Participants in this CME activity will understand and be able to implement evidence-based cost-effective clinical strategies for the diagnosis and treatment of atrial fibrillation (AF) and atrial flutter (AFL)in adult, non-pregnant patients.

Audience

This self-study activity is appropriate for physicians in Emergency Medicine, Family Medicine, Cardiology, Internal Medicine, Neurology, Pharmacy, Radiology, and other health care providers participating in inpatient or ambulatory care of patients with suspected gallbladder related diseases.

Authors

Team Leaders

  • Jeffrey M. Rohde, MD
    Internal Medicine
  • Thomas C. Crawford, MD
    Cardiology

Team Members

  • Sarah E. Hartley, MD
    Internal Medicine
  • Sarah Hanigan, PharmD
    Pharmacy Services
  • Jules Lin, MD
    Thoracic Surgery
  • Lewis B. Morgenstern, MD
    Neurology (Stroke)
  • F. Jacob Seagull, PhD
    Medical Education
  • David M. Somand, MD
    Emergency Medicine
  • David H. Wesorick, MD
    Internal Medicine

Consultants

  • James B. Froehlich, MD
    Cardiology

Author Disclosures

Neither the team lead, the team members, nor the consultants have financial relationships with commercial companies whose products are discussed in this CME activity.

Other Acknowledgements

UMHS Guidelines Oversight Team

Literature Search Services

  • Taubman Medical Library

Production of Internet Format and Website Maintenance

  • Ellen Patrick-Dunlavey, MA

CME Accreditation and Credit Designation

The University of Michigan Medical School is accredited by the Accreditation Council for Continuing Medical Education (ACCME) to provide continuing medical education for physicians.

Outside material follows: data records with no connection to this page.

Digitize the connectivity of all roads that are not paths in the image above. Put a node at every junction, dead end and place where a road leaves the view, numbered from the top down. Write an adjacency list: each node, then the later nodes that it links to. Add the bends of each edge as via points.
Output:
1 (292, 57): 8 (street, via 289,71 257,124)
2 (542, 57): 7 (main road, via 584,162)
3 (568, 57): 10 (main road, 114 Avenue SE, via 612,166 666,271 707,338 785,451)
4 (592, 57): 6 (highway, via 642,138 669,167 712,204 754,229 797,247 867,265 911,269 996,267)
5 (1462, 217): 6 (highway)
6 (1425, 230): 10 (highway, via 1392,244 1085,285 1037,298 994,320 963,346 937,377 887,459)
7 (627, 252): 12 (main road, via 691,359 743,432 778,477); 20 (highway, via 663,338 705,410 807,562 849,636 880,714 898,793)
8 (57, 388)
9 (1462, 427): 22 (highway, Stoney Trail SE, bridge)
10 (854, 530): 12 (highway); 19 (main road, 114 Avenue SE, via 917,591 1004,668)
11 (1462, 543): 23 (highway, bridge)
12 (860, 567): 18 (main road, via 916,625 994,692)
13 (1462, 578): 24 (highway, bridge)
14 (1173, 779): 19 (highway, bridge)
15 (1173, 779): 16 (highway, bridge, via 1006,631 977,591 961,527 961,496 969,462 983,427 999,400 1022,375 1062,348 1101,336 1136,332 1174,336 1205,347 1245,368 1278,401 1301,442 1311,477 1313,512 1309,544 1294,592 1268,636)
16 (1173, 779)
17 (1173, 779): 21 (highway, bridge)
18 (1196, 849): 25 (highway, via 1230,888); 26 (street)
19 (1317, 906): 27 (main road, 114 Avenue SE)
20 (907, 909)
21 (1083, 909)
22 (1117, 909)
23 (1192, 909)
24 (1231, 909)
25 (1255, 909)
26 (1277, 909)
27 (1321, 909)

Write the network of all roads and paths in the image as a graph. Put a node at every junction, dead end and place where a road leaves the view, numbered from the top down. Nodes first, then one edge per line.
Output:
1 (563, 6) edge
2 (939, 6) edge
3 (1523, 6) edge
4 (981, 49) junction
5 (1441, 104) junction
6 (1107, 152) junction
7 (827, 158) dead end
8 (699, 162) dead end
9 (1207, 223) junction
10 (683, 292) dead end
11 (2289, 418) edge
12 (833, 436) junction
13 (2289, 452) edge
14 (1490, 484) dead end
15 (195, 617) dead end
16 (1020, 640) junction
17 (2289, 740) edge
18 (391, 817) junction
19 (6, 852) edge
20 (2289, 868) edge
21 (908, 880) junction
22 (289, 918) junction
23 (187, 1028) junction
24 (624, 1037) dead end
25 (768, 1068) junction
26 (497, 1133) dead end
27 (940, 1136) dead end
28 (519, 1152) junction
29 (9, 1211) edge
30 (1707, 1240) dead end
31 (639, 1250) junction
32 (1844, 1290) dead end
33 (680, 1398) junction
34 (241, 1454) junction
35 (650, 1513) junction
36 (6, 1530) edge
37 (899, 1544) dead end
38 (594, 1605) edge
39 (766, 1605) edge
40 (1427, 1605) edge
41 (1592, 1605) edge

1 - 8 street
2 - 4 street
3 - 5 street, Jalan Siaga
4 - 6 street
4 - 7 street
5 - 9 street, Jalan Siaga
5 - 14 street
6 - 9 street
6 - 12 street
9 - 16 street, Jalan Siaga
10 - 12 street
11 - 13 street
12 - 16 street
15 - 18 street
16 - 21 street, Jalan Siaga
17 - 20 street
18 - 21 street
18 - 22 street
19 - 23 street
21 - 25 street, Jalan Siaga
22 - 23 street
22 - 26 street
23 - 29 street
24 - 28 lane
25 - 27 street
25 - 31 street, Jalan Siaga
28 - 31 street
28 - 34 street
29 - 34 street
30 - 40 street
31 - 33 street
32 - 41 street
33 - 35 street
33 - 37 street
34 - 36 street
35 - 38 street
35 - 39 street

The University of Michigan Medical School designates this enduring material for a maximum of 1.0 AMA PRA Category 1 Credits™. Physicians should claim only the credit commensurate with the extent of their participation in the activity.

This CME activity was prepared for release in April 2015. CME credit may be awarded for a maximum of three years from its release date, specifically from April 2015 through March 2018.

Method of Participation

  1. View the web pages. You may print the self-study text to read off-line.
  2. Complete the on-line learning assessment test with a score of 70% or higher.  After you initially take the test, the test will be immediately electronically scored. 
    If fewer than 70% of the questions are answered correctly, the questions that were not answered correctly will be noted in red.  Review the CME content related to those topics and retake the test.
    If 70% or more of the questions are answered correctly, the correct and incorrect answers for all questions will be shown along with explanations of the basis for the correct answer.  The link to register and receive credit is shown at the end of the items and explanations. 
  3. Complete the electronic credit request and activity evaluation.  An electronic certificate of participation will be provided immediately.
  4. Print the certificate of participation for your personal records.